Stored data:
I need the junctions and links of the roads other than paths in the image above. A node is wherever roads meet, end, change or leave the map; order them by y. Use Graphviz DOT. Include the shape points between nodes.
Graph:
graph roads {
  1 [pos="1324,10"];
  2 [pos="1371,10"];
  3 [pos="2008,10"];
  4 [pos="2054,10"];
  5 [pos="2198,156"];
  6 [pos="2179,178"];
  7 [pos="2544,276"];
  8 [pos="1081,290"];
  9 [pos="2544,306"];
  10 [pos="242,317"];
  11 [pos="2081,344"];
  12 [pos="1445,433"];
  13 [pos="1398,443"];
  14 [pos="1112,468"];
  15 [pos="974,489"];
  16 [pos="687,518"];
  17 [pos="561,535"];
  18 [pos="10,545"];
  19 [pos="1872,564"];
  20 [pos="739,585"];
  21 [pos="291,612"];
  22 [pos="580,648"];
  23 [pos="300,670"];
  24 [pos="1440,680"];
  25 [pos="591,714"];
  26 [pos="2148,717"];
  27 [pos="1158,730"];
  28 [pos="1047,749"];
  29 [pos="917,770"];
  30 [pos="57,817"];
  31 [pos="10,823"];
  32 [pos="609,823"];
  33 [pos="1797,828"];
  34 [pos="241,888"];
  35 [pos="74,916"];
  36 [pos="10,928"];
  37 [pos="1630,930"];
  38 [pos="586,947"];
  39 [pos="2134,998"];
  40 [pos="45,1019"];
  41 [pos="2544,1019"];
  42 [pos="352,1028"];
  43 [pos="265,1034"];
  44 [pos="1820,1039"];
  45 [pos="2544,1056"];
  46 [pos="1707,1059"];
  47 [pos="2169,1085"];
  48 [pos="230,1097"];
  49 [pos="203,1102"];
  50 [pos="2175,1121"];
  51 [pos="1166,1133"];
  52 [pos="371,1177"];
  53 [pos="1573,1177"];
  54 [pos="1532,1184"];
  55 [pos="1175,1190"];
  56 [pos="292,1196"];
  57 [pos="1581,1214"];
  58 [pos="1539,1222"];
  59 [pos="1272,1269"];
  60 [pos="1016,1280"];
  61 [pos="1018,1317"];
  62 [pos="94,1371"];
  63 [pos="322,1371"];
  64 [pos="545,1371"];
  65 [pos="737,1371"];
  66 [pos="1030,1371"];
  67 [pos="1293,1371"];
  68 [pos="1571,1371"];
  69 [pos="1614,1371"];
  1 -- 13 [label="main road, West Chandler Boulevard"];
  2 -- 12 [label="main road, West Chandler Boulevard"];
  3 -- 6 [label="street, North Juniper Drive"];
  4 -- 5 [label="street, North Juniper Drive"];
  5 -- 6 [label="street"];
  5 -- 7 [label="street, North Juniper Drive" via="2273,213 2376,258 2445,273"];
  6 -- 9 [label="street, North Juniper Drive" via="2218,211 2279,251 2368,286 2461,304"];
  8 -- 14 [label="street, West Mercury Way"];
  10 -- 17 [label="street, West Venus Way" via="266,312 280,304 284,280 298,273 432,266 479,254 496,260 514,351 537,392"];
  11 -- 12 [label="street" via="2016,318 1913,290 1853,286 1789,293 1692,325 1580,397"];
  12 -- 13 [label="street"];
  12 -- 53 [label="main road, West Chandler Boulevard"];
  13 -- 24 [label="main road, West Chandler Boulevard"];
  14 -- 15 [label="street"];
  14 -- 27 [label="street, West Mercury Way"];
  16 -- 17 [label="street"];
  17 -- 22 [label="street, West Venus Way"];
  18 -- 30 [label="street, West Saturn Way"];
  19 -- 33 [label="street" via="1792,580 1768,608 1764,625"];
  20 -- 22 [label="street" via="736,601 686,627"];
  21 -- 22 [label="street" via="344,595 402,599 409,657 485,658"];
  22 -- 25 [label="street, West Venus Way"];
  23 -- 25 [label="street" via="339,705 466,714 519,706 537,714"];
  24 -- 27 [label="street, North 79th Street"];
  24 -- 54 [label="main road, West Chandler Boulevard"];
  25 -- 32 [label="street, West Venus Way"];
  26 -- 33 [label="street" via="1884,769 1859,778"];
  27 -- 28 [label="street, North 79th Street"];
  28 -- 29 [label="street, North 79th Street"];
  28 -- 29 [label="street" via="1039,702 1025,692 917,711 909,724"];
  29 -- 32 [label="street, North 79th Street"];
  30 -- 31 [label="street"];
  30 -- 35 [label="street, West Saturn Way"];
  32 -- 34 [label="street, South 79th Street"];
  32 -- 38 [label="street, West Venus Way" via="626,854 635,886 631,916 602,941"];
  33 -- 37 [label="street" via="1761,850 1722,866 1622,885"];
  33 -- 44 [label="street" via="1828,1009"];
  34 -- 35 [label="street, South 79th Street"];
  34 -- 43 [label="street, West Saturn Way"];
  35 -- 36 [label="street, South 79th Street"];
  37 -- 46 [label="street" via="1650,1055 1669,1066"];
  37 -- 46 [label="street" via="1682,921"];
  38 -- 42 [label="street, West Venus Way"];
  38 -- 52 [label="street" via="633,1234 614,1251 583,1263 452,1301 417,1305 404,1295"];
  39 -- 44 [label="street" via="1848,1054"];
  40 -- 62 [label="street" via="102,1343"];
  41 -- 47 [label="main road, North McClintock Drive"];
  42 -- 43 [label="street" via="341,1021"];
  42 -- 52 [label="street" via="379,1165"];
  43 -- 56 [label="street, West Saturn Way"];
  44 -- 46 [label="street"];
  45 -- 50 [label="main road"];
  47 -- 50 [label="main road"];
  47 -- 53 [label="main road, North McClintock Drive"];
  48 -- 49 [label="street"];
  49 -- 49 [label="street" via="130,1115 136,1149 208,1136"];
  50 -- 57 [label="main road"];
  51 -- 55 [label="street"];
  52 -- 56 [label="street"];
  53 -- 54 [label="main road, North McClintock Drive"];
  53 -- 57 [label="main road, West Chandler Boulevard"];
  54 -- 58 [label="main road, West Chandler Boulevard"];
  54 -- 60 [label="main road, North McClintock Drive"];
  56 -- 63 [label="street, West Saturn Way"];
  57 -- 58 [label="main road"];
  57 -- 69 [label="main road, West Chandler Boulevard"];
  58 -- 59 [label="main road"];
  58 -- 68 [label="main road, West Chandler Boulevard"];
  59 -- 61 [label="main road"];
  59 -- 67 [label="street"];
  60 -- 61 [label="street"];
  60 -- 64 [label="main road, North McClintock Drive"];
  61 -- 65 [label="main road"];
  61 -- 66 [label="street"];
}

▶ _PROBLEM STATEMENT_: Collect from the data above every line that includes "Venus".

▶ _THE ANSWER_:
  10 -- 17 [label="street, West Venus Way" via="266,312 280,304 284,280 298,273 432,266 479,254 496,260 514,351 537,392"];
  17 -- 22 [label="street, West Venus Way"];
  22 -- 25 [label="street, West Venus Way"];
  25 -- 32 [label="street, West Venus Way"];
  32 -- 38 [label="street, West Venus Way" via="626,854 635,886 631,916 602,941"];
  38 -- 42 [label="street, West Venus Way"];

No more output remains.